**WHAT YOU SHOULD DO:** Lines with the word "КЛЯНОВАЯ" are the ones wanted. Copy each of them from the entries below.

++++ DATA EXTRACTS

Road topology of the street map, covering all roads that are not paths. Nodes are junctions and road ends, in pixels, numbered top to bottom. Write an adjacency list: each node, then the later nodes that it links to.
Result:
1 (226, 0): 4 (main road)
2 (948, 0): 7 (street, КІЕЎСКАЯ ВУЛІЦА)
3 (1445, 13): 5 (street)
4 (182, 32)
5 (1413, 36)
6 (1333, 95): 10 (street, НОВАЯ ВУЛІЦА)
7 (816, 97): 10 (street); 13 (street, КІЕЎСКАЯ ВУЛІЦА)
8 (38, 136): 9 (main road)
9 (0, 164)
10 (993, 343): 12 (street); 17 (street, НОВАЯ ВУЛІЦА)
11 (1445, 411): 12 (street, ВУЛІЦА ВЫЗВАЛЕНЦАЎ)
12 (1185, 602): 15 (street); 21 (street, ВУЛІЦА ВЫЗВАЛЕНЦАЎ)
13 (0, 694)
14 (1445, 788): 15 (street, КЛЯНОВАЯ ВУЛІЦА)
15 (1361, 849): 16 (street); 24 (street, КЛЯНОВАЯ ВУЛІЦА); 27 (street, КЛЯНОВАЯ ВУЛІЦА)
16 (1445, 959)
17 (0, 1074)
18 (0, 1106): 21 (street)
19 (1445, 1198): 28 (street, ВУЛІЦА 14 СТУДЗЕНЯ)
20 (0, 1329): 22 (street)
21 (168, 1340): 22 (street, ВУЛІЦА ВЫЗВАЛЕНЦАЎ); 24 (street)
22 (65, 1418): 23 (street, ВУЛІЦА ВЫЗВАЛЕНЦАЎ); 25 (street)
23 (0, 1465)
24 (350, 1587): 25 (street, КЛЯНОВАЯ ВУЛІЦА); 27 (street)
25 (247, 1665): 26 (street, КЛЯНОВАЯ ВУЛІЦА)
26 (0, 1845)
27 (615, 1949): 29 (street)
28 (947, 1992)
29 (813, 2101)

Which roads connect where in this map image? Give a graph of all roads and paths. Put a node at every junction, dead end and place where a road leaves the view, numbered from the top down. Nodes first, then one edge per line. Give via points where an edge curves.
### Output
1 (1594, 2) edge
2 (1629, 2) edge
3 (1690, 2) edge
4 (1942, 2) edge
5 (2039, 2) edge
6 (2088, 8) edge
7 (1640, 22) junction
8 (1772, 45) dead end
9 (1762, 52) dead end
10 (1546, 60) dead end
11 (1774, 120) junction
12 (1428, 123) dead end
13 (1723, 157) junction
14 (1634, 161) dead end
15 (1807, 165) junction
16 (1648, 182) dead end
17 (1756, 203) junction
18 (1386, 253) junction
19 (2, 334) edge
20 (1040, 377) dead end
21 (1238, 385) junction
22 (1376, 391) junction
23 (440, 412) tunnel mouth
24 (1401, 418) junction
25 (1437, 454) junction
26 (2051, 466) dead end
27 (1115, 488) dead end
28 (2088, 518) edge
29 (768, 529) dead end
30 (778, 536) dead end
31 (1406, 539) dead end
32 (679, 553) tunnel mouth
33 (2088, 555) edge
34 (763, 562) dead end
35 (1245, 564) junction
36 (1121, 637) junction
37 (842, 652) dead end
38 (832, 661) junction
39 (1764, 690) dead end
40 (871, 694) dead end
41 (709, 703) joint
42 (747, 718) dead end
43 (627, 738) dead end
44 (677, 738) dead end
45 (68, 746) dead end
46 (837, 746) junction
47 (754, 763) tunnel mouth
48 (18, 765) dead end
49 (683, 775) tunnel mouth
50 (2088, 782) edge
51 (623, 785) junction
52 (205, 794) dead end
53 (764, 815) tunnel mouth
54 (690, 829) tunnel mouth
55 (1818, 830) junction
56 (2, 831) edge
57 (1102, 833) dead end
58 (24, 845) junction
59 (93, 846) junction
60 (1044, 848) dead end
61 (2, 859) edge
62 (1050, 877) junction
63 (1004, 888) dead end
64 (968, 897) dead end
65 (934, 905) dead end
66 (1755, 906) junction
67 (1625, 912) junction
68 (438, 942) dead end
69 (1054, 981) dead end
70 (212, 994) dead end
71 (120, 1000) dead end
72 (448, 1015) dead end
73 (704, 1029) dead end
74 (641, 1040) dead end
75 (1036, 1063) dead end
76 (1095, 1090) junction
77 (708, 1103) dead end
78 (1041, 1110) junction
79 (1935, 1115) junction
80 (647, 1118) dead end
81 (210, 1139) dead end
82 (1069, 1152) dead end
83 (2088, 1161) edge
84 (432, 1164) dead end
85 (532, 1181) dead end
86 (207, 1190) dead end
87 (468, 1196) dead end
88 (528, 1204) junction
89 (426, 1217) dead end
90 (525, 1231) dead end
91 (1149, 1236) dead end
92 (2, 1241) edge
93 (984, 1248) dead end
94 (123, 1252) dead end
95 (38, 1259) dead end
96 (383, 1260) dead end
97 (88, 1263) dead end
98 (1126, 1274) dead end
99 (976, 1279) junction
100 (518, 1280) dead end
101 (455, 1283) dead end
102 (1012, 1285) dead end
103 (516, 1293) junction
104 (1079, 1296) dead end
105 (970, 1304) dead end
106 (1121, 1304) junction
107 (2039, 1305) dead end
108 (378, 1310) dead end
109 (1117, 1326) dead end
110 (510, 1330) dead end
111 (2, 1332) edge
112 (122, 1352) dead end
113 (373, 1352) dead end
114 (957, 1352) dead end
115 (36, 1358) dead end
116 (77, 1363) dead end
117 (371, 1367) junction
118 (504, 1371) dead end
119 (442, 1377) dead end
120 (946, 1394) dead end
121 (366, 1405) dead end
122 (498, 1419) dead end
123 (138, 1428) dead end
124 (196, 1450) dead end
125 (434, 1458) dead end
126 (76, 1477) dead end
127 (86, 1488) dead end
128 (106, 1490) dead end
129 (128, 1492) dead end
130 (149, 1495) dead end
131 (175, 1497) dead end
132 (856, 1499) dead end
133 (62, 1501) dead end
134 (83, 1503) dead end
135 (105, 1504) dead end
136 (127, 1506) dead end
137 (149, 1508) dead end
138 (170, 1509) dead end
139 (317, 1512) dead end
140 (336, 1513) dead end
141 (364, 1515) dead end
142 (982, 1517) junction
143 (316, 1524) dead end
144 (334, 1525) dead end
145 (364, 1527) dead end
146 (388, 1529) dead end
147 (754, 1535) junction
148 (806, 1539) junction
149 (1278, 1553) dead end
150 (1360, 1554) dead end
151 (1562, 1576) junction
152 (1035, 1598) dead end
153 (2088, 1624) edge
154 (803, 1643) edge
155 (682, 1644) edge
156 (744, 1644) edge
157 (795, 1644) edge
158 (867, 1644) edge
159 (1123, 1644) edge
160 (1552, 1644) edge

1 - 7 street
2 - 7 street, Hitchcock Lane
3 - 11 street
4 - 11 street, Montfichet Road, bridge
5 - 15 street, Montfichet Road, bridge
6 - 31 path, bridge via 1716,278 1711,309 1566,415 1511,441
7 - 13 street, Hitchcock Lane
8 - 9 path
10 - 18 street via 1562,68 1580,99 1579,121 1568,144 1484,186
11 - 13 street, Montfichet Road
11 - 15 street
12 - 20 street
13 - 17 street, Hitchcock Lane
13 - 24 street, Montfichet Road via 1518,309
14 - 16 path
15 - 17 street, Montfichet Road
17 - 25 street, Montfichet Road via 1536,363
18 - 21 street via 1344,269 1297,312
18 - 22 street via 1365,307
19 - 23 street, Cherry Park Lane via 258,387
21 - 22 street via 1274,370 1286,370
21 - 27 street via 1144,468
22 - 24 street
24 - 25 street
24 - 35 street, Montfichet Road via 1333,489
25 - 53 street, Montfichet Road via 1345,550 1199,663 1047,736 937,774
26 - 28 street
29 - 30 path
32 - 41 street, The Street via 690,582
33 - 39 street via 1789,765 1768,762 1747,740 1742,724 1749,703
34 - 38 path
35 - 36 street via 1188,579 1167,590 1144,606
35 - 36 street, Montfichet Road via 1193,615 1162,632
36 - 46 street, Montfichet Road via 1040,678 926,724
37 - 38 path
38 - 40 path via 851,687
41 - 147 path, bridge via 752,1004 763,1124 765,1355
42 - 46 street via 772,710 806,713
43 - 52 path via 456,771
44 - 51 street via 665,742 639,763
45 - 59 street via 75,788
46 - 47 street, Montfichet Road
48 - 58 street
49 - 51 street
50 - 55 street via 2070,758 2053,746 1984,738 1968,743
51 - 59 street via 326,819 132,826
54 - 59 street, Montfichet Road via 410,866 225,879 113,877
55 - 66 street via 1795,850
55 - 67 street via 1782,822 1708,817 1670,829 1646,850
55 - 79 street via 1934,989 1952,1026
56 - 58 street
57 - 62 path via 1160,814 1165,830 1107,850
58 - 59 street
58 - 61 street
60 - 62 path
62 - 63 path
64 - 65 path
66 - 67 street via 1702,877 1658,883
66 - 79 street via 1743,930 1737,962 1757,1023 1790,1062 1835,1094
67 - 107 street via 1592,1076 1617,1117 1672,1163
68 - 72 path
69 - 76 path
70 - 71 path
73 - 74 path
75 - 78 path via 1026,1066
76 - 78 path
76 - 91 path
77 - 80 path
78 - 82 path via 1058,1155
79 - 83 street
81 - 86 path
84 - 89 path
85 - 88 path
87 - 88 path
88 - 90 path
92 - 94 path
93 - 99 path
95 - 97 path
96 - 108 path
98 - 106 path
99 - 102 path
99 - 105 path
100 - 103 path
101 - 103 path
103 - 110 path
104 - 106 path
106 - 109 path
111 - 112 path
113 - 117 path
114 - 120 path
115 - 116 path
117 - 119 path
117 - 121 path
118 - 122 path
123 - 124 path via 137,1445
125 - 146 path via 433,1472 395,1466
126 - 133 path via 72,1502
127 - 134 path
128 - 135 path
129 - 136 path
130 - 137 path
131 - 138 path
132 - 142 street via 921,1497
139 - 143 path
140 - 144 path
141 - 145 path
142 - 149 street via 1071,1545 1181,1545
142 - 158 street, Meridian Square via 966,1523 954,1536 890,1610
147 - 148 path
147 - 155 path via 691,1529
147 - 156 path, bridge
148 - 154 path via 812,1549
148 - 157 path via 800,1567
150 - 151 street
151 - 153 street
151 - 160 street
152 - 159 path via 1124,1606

++++++++

**TASK ANSWER:**
14 (1445, 788): 15 (street, КЛЯНОВАЯ ВУЛІЦА)
15 (1361, 849): 16 (street); 24 (street, КЛЯНОВАЯ ВУЛІЦА); 27 (street, КЛЯНОВАЯ ВУЛІЦА)
24 (350, 1587): 25 (street, КЛЯНОВАЯ ВУЛІЦА); 27 (street)
25 (247, 1665): 26 (street, КЛЯНОВАЯ ВУЛІЦА)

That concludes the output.